Warning: the following tip is only relevant to the few people who are posting CVs on internet job boards with salary expectations wildly lower than their current/last salary, in the hope of appearing bargainesque. It can also be read by people who fear they might, in the near future, be trapped in a lift with such a person.
We're getting a worrying amount of CVs through from people who have been made redundant and, in order to secure a new position quickly, are saying that they'll work for a third of their previous salary. Some of these people are putting their CVs on internet job boards, so I thought I'd post the following quick tip, which has some broader application, maybe:
If you're very flexible on the salary you'll accept, don't say so upfront on internet job boards.
Why? Because if a recruiter is scanning through the cover details of candidates on a job site, looking for (say) a project manager in the automotive industry, and the salary for the role is (say) £35,0000, chances are they'll unthinkingly screen out candidates asking for (say) 50k+, and they'll also screen out candidates asking for (say) 20k. The former, they'll assume, are probably too senior, and the latter are probably too junior. Salary expectations are a rough guide to one's level of experience, and although your CV will tell us how senior you are, we might not even download your CV if your cover suggest that you are too inexperienced for our role.

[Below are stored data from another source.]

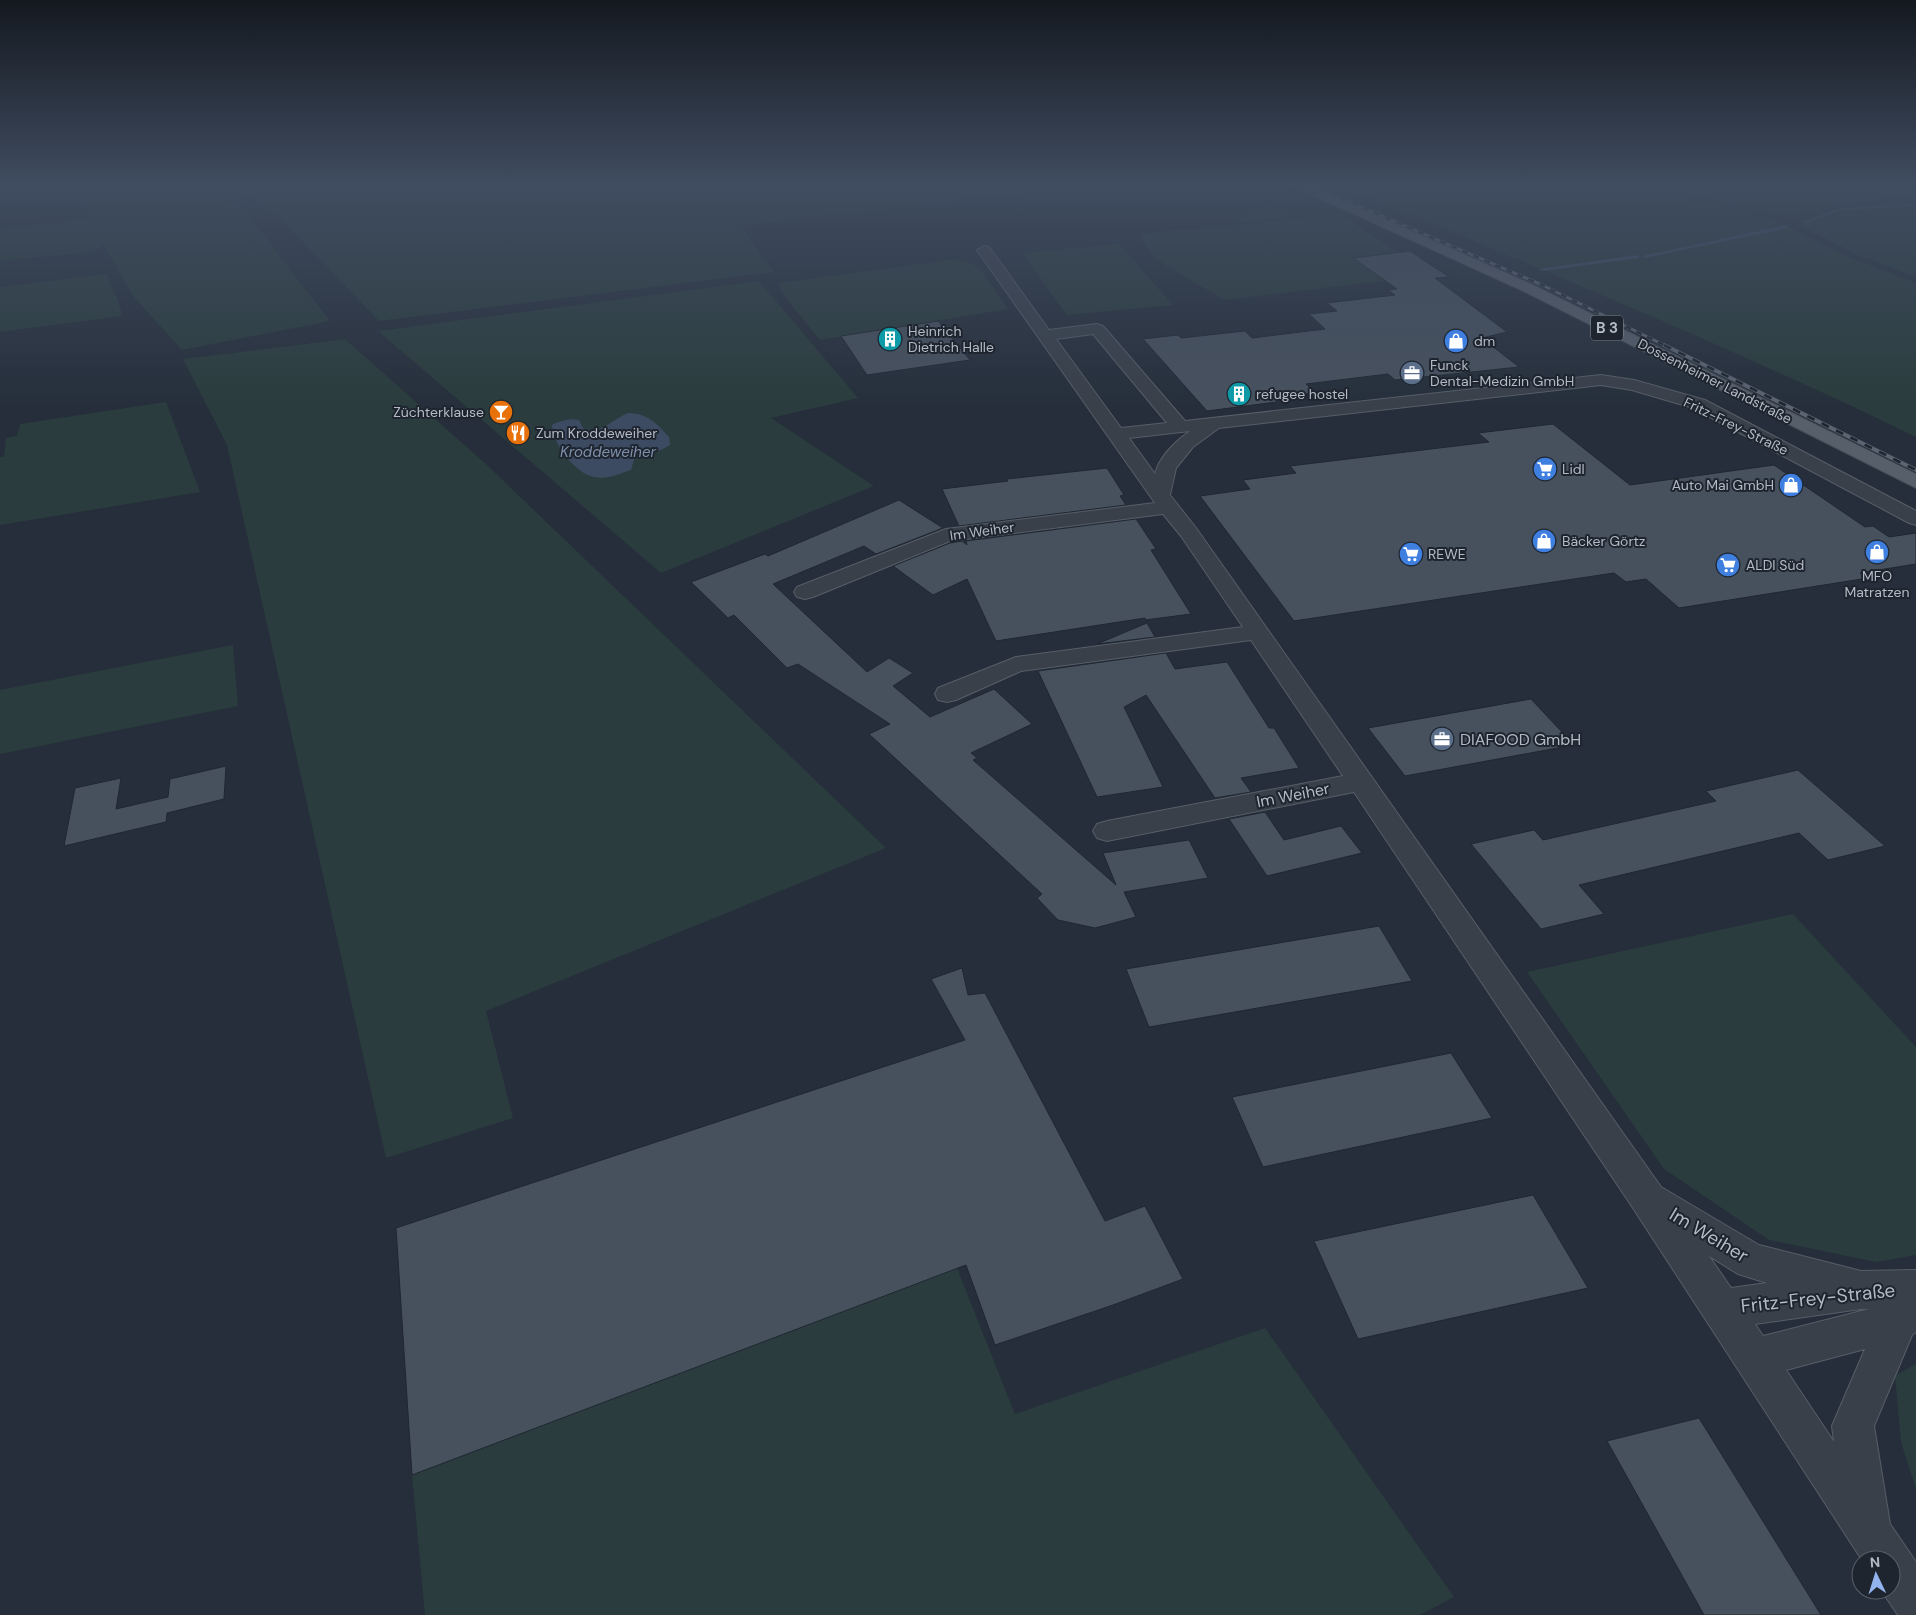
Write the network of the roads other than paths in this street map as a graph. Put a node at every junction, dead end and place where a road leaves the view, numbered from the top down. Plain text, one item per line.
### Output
1 (991, 259) edge
2 (1464, 259) edge
3 (1045, 334) junction
4 (1214, 423) junction
5 (1181, 427) junction
6 (1118, 434) junction
7 (1916, 482) edge
8 (1164, 501) junction
9 (1916, 519) edge
10 (805, 592) dead end
11 (1258, 632) junction
12 (947, 694) dead end
13 (1362, 782) junction
14 (1107, 831) dead end
15 (1647, 1197) junction
16 (1861, 1290) junction
17 (1910, 1306) edge
18 (1720, 1309) junction
19 (1753, 1359) junction
20 (1881, 1550) edge
21 (1882, 1550) edge
22 (1901, 1580) edge
23 (1916, 1602) edge

1 - 3 street
2 - 7 main road, Dossenheimer Landstraße / B 3
3 - 5 street
3 - 6 street
4 - 5 street, Fritz-Frey-Straße
4 - 8 street, Fritz-Frey-Straße
4 - 9 street, Fritz-Frey-Straße
5 - 6 street, Fritz-Frey-Straße
6 - 8 street
8 - 10 street, Im Weiher
8 - 11 street
11 - 12 street
11 - 13 street
13 - 14 street, Im Weiher
13 - 15 street
15 - 16 street, Im Weiher
15 - 18 street
16 - 17 street, Fritz-Frey-Straße
16 - 18 street, Fritz-Frey-Straße
17 - 19 street, Fritz-Frey-Straße
17 - 21 street, Fritz-Frey-Straße
18 - 19 street
19 - 20 street
22 - 23 street

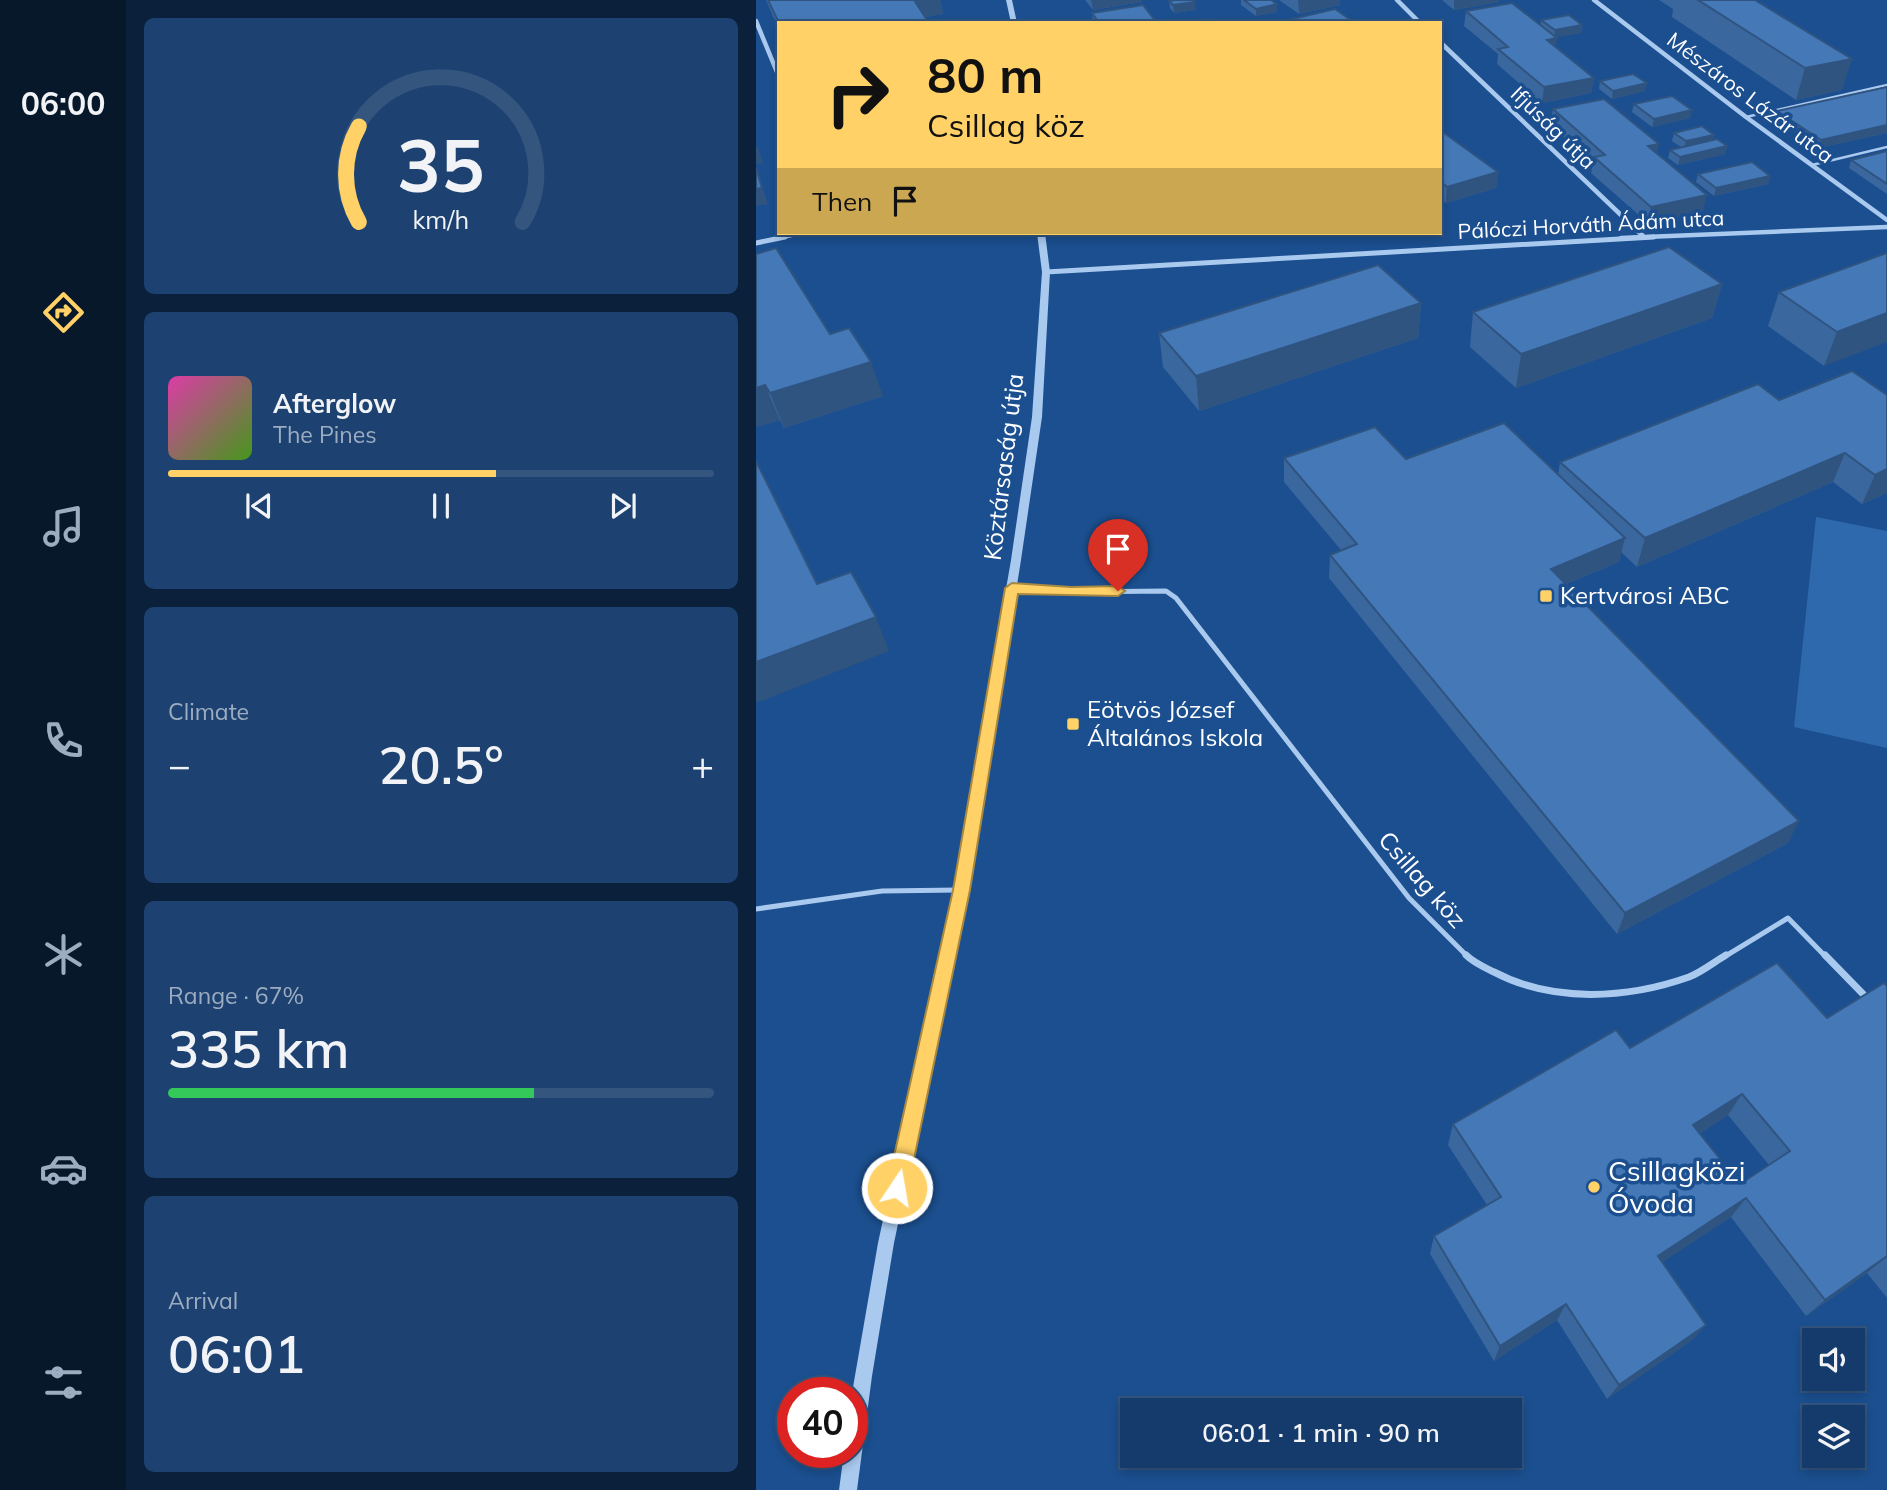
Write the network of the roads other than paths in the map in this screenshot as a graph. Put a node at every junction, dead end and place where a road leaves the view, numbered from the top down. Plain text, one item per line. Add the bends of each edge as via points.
1 (1009, 0) edge
2 (1396, 0) edge
3 (1594, 0) edge
4 (756, 21) edge
5 (1014, 21) edge
6 (1418, 21) edge
7 (1442, 44) edge
8 (777, 72) edge
9 (1887, 85) edge
10 (1746, 117) junction
11 (1887, 147) edge
12 (1812, 165) junction
13 (1887, 220) edge
14 (1887, 227) edge
15 (792, 235) edge
16 (1041, 235) edge
17 (1644, 237) junction
18 (756, 243) edge
19 (1046, 272) junction
20 (1012, 588) junction
21 (961, 890) junction
22 (756, 909) edge
23 (1863, 994) edge
24 (848, 1490) edge

1 - 5 street
2 - 6 street
3 - 10 street, Mészáros Lázár utca
4 - 8 street
7 - 17 street, Ifjúság útja
9 - 10 lane
10 - 12 street, Mészáros Lázár utca
11 - 12 lane
12 - 13 street, Mészáros Lázár utca
14 - 17 street, Pálóczi Horváth Ádám utca
15 - 18 street
16 - 19 street, Köztársaság útja
17 - 19 street, Pálóczi Horváth Ádám utca
19 - 20 street, Köztársaság útja via 1037,417
20 - 21 street, Köztársaság útja
20 - 23 lane, Csillag köz via 1166,590 1409,898 1472,961 1513,982 1592,995 1645,990 1692,976 1788,918
21 - 22 lane via 882,891
21 - 24 street, Köztársaság útja via 886,1243

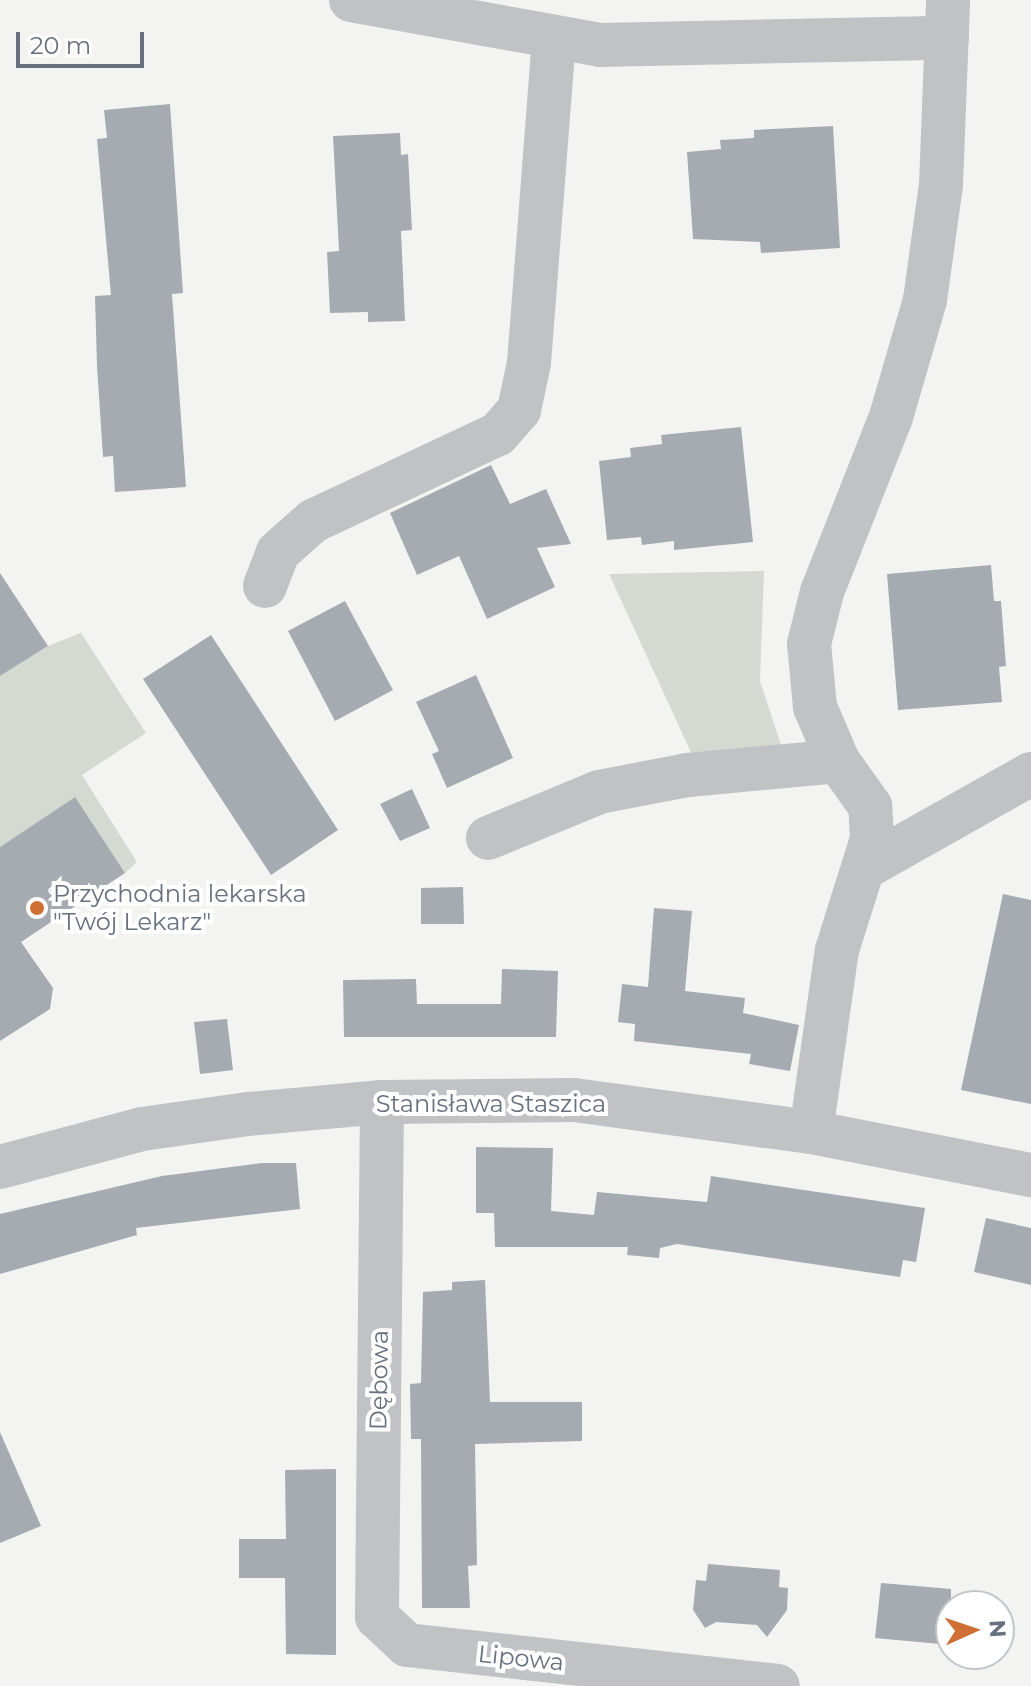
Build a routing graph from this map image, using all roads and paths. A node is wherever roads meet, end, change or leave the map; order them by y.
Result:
1 (351, 0) edge
2 (948, 19) edge
3 (554, 39) junction
4 (265, 586) dead end
5 (838, 761) junction
6 (1031, 774) edge
7 (488, 838) dead end
8 (864, 868) junction
9 (382, 1102) junction
10 (811, 1132) junction
11 (0, 1167) edge
12 (1031, 1175) edge
13 (407, 1645) joint
14 (778, 1686) edge

1 - 3 street
2 - 3 street
2 - 5 street
3 - 4 street
5 - 7 street
5 - 8 street
6 - 8 street
8 - 10 street
9 - 10 street, Stanisława Staszica
9 - 11 street, Stanisława Staszica
9 - 13 street, Dębowa
10 - 12 street, Stanisława Staszica
13 - 14 street, Lipowa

Your job title on the cover information doesn't necessarily make things clear, either. An employer or recruiter who, scanning zillions of names on a job board, sees this -
PROJECT MANAGER
Clare Hair
Target job: IT manager
Desired salary: 20k
- will not necessarily think what you want them to think, viz, 'Ah - a bargain!' In all likelihood they'll assume that you're a junior candidate, working for a small company, with a boss who has patronised you by calling you a Manager when in fact you only clean the fluff off the mice.
Sod's Law determines that the only people who will assume that you are, in fact, a senior candidate, are people actually looking for 20k candidates. They'll think that you've committed a typo.
If you're really flexible regarding salary, leave your expectations blank on the covering information on job sites, and instead indicate your flexibility in your CV's opening blurb.
Broader application: when posting details about yourself on the internet, try to make all the information congruent.
Back to work / jokes about stealth chips.
Tomorrow: something about Christmas.